Every line of the entries that holds the word "numbered" is to be copied.

**** Available data

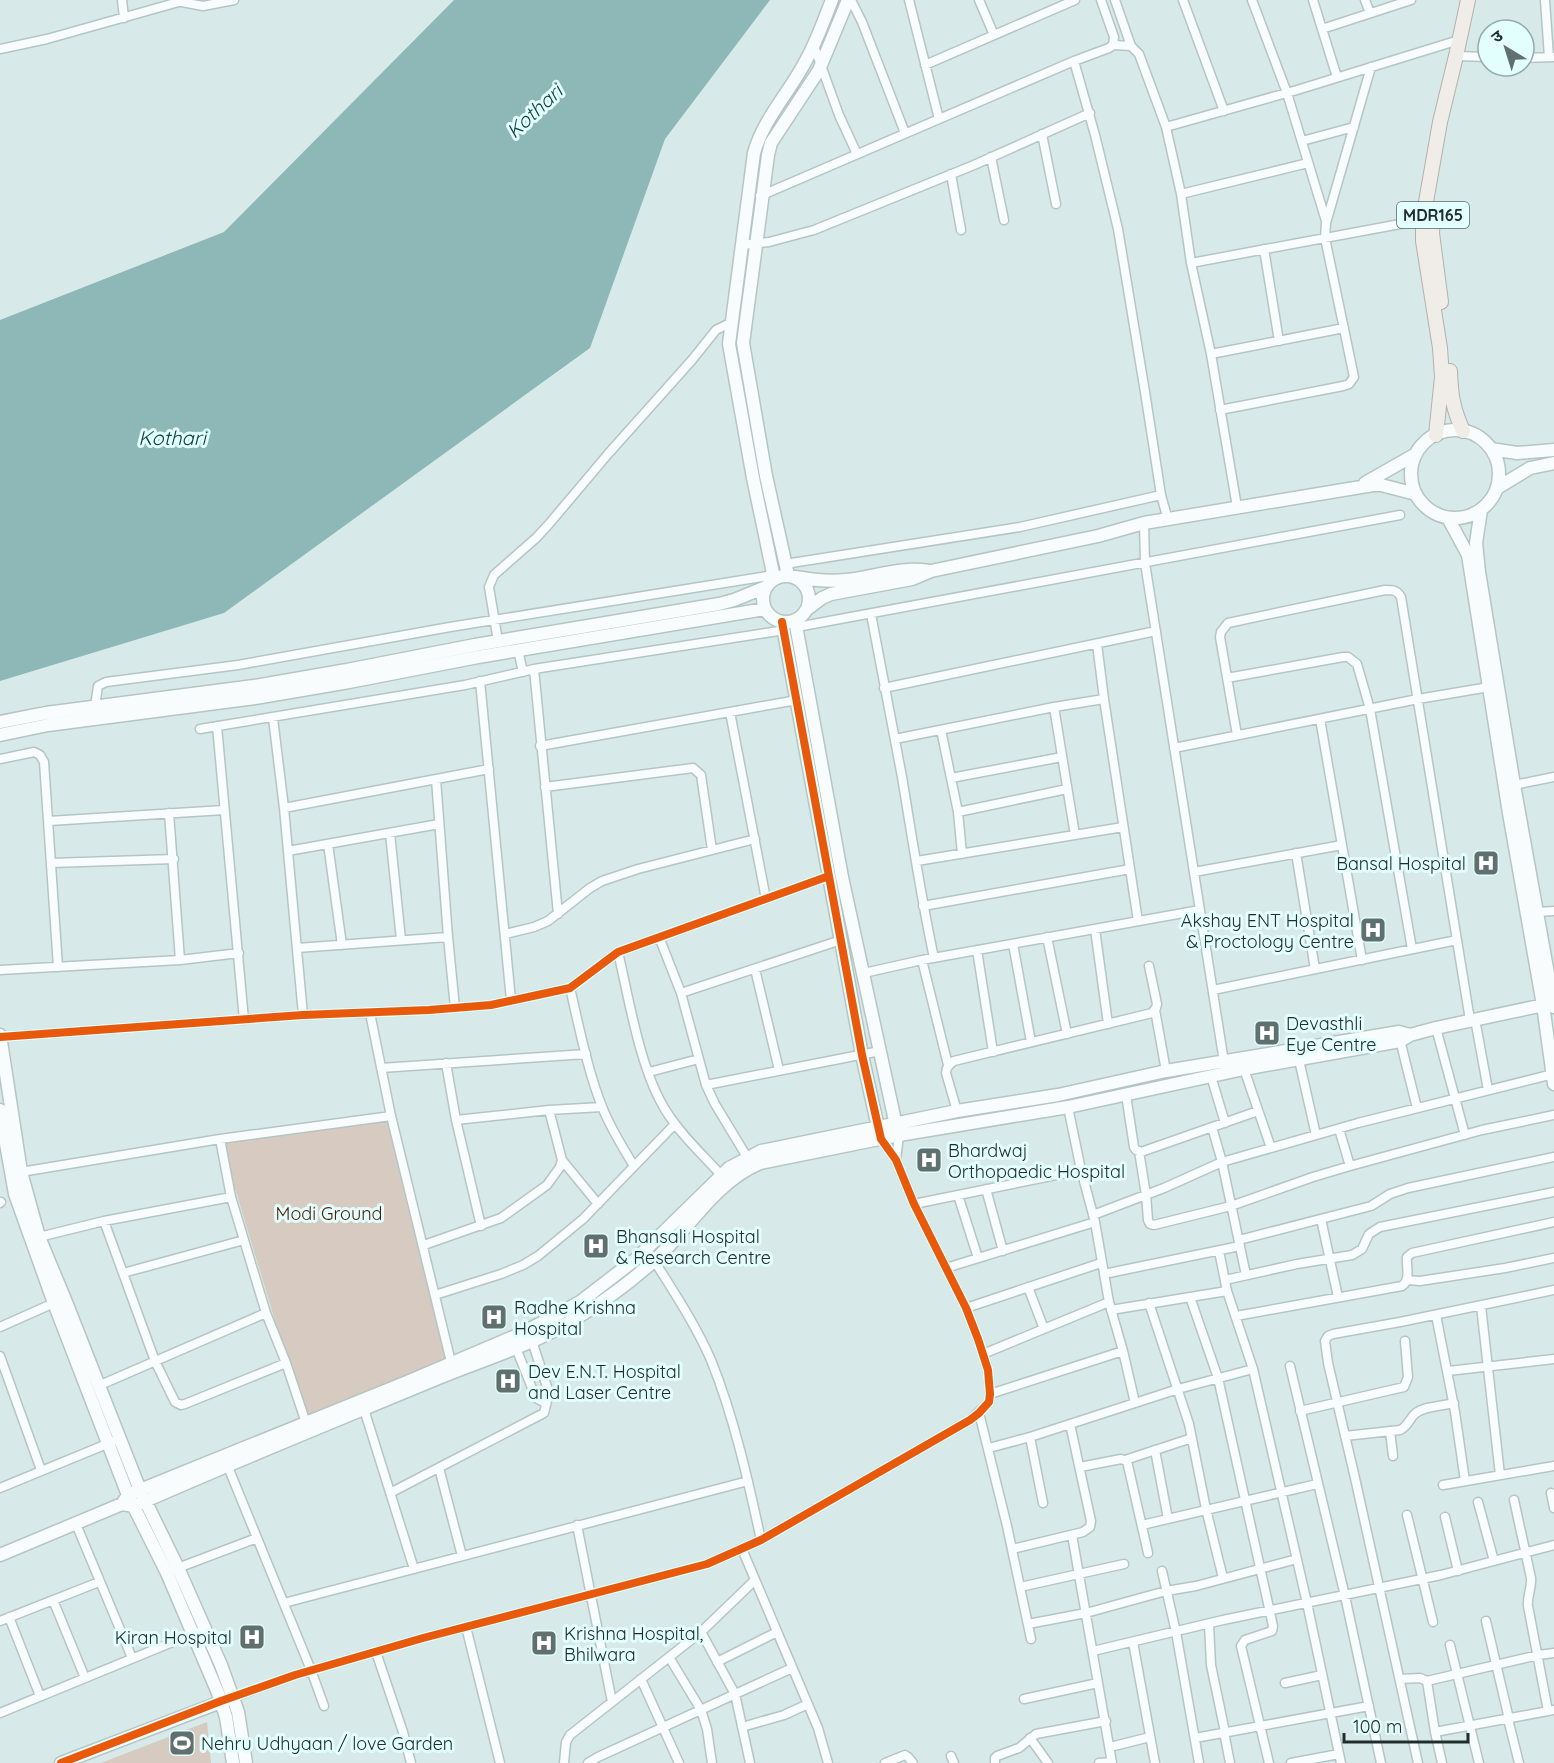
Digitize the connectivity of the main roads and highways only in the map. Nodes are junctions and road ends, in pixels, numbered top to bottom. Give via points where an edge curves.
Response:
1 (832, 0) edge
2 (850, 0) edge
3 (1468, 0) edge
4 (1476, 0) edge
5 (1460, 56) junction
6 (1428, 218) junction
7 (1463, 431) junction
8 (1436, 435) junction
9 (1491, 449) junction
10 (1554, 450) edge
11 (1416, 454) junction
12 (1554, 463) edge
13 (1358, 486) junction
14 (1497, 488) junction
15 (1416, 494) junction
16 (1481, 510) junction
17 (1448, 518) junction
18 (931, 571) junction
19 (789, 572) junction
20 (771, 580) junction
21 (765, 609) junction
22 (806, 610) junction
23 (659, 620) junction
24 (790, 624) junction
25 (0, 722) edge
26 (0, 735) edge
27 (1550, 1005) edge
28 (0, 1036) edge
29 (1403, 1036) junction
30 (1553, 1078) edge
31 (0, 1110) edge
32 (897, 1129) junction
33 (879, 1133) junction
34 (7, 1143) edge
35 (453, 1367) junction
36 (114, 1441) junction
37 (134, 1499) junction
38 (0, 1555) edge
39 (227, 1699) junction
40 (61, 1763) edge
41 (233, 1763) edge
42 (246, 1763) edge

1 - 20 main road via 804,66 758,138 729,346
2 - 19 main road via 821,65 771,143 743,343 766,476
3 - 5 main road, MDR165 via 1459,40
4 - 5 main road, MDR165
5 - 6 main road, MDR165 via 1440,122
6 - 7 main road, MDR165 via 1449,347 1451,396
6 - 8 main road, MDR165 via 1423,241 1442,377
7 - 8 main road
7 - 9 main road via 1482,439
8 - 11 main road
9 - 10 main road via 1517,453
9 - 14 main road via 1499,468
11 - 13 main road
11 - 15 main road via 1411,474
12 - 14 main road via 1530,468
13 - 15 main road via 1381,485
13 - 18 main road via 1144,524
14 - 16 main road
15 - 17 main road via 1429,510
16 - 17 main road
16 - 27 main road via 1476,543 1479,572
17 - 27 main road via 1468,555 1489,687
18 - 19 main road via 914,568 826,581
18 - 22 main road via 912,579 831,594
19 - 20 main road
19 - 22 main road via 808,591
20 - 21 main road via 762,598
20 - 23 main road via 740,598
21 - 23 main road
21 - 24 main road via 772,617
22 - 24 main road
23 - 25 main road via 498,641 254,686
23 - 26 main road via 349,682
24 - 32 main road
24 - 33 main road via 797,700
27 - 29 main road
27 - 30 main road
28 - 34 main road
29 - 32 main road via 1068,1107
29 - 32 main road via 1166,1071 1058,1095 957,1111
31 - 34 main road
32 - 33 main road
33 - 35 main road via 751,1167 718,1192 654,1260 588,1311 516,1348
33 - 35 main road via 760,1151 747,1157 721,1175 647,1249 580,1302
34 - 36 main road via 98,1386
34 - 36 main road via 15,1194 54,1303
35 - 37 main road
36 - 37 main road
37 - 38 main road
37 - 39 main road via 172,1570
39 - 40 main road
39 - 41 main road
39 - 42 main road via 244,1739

********
**** Available data

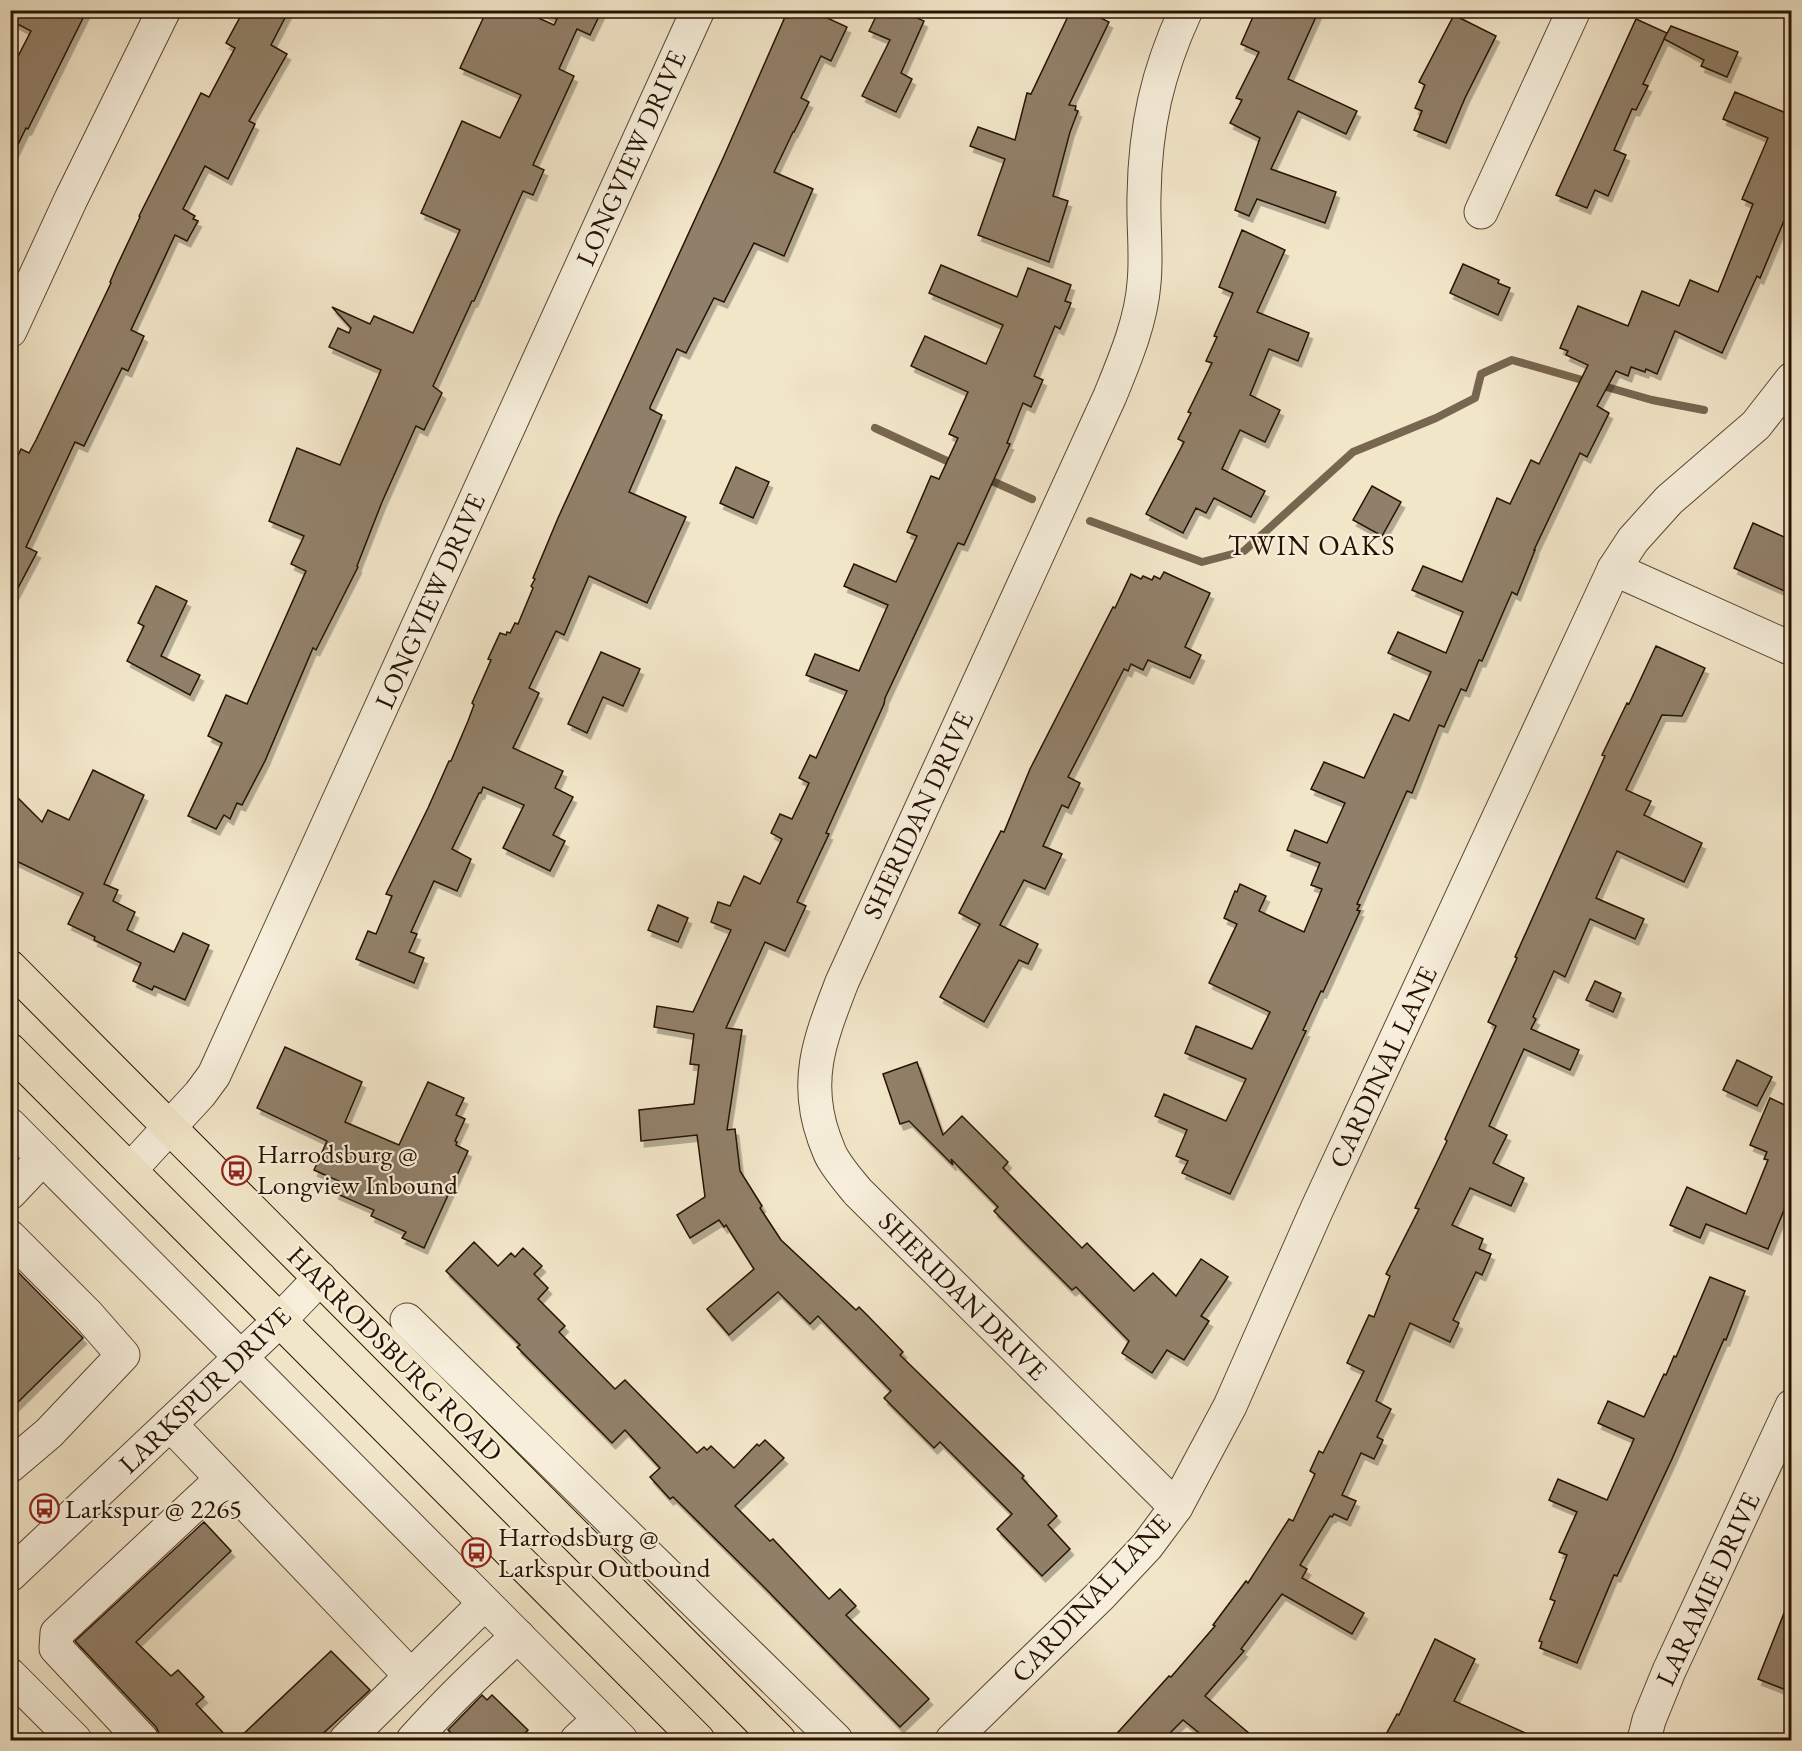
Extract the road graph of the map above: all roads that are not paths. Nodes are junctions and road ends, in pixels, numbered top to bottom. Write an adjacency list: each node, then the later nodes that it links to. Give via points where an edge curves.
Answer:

********
**** Available data

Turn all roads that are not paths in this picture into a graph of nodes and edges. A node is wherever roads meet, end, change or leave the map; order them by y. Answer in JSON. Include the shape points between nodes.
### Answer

********

#### Answer to this problem:
Digitize the connectivity of the main roads and highways only in the map. Nodes are junctions and road ends, in pixels, numbered top to bottom. Give via points where an edge curves.
Extract the road graph of the map above: all roads that are not paths. Nodes are junctions and road ends, in pixels, numbered top to bottom. Write an adjacency list: each node, then the later nodes that it links to. Give via points where an edge curves.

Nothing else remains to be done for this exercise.